Mais parmi les moyens employés, il en est un qui se distingue des autres de par l'extraordinaire somme de qualités humaines et guerrières qu'il nécessite ; l'action en Bretagne des Français du Special Air Service a en effet apporté son concours aux deux actions de fixer et d'interdire avec, sinon un plein succès, du moins un panache et un courage certains.
Plantons maintenant le décor de l'action.

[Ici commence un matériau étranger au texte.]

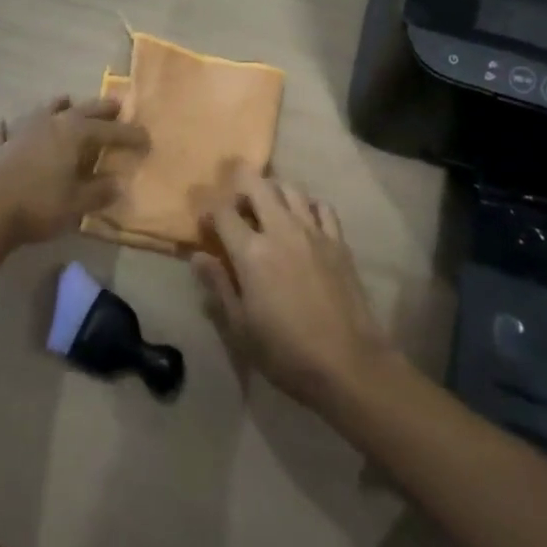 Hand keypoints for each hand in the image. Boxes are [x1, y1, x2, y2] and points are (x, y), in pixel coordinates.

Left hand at [0, 95, 149, 246]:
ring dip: (57, 106)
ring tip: (67, 101)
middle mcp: (50, 123)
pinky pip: (4, 132)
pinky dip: (8, 128)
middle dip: (100, 109)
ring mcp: (22, 132)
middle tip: (116, 106)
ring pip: (43, 111)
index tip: (146, 139)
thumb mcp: (78, 203)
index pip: (109, 130)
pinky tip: (5, 125)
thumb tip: (116, 183)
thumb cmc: (42, 205)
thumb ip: (99, 191)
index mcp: (74, 133)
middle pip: (81, 111)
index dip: (129, 135)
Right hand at [193, 163, 391, 408]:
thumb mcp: (241, 327)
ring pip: (289, 188)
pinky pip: (321, 206)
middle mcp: (281, 230)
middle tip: (235, 203)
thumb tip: (198, 256)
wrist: (348, 363)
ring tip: (266, 206)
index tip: (205, 222)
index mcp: (252, 252)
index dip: (208, 210)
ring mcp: (313, 231)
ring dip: (272, 189)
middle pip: (256, 184)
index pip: (222, 211)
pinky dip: (307, 205)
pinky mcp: (338, 241)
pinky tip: (303, 219)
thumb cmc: (286, 352)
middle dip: (239, 183)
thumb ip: (219, 285) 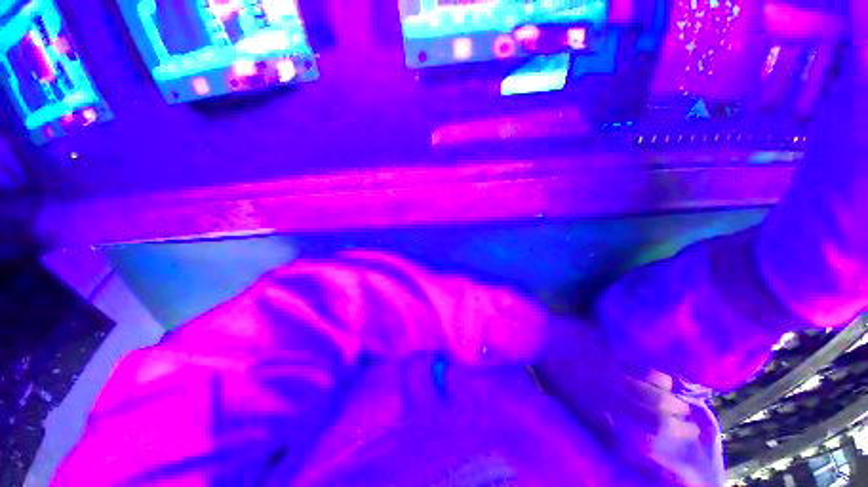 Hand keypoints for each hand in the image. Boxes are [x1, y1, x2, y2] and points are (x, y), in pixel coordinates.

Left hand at [533, 319, 709, 484]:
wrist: (538, 337)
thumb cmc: (548, 371)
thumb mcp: (564, 402)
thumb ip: (588, 418)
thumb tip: (611, 432)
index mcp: (592, 412)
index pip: (628, 446)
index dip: (654, 465)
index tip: (680, 475)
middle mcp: (608, 397)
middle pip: (651, 419)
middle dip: (675, 427)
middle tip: (690, 430)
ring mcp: (611, 372)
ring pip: (651, 393)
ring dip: (670, 403)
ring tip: (682, 407)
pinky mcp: (611, 351)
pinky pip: (640, 366)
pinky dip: (656, 375)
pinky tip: (666, 380) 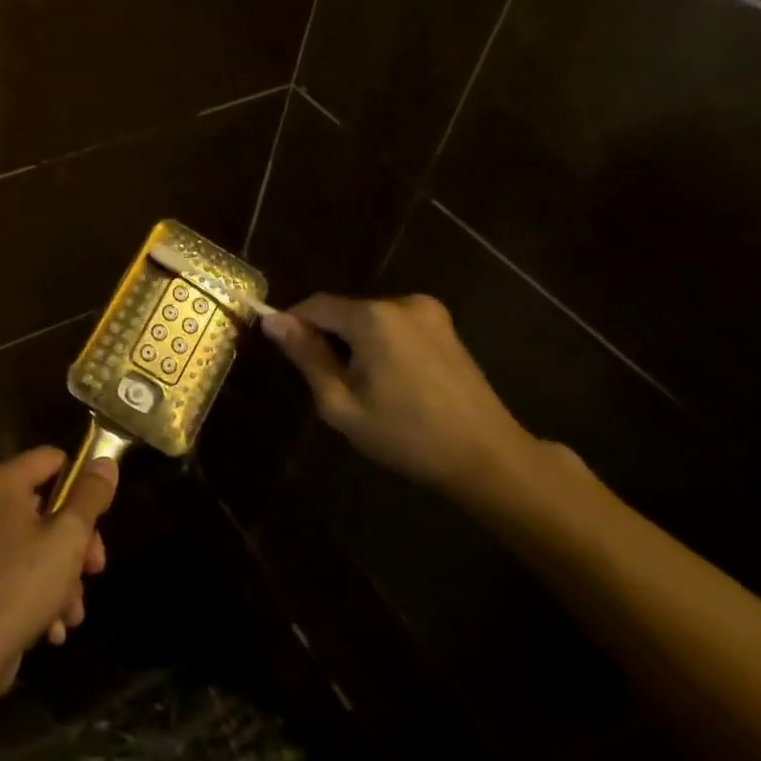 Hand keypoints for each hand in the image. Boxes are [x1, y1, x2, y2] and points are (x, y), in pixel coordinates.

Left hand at [0, 447, 117, 700]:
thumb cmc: (21, 585)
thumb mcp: (68, 538)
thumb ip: (90, 497)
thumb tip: (106, 462)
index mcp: (0, 483)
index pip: (51, 459)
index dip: (81, 482)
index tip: (101, 516)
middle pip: (45, 507)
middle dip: (76, 542)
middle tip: (95, 569)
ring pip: (34, 546)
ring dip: (62, 577)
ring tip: (73, 611)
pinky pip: (14, 573)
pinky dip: (37, 594)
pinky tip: (53, 628)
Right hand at [262, 293, 538, 500]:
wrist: (488, 457)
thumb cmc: (406, 434)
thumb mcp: (340, 402)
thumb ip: (305, 356)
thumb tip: (272, 320)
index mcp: (372, 317)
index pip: (314, 306)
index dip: (293, 325)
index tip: (286, 356)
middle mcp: (400, 302)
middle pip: (343, 312)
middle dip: (328, 339)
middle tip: (328, 385)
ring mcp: (428, 312)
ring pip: (369, 320)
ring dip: (355, 344)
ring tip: (363, 389)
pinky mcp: (445, 328)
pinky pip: (394, 327)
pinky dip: (381, 346)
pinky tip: (392, 383)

Juin 1944 : la Bretagne, ses occupants et la Résistance
A la veille du débarquement, la Bretagne est une région qui se prête bien à une guerre de partisans ; la campagne y est très fortement compartimentée, de nombreux chemins creux couverts d'une voûte sylvestre ainsi que des forêts de sapins conservant leurs épines en toutes saisons y permettent des déplacements et des stationnements discrets, à l'abri des avions d’observation. La côte y est escarpée, tourmentée, donc difficile à surveiller continuellement dans son intégralité, les débarquements clandestins d’hommes en provenance d'Angleterre en sont d’autant facilités. Du fait des influences océaniques, les conditions météorologiques sont fréquemment mauvaises, ce qui confère un caractère aléatoire à l'emploi de l'arme aérienne. L'infrastructure de communication routière comme ferroviaire est relativement pauvre et qualitativement médiocre.
Le Breton est d’autre part un homme jaloux de son indépendance, de cette jalousie qui remonte du fond des âges et qui a permis à la région de conserver son autonomie face à la France jusqu'en 1532. Une histoire plus récente encore porte les stigmates d'un attachement profond et viscéral à des valeurs traditionnelles que l'on accepte difficilement de voir remises en question par un ordre imposé de l'extérieur. Car c'est bien en Bretagne que la Révolution, encore mal assurée de son autorité, doit éteindre les derniers feux des guerres de Vendée, mêlées sauvages où le credo républicain affronte une royauté pétrie de foi religieuse. Tous les ingrédients sont donc préexistants pour rendre la vie difficile à l'Allemand. D’autant plus que l'espoir d'une libération prochaine ainsi que la brutalité des troupes d'occupation suscitent les vocations, renforcent les déterminations, décident les hésitants.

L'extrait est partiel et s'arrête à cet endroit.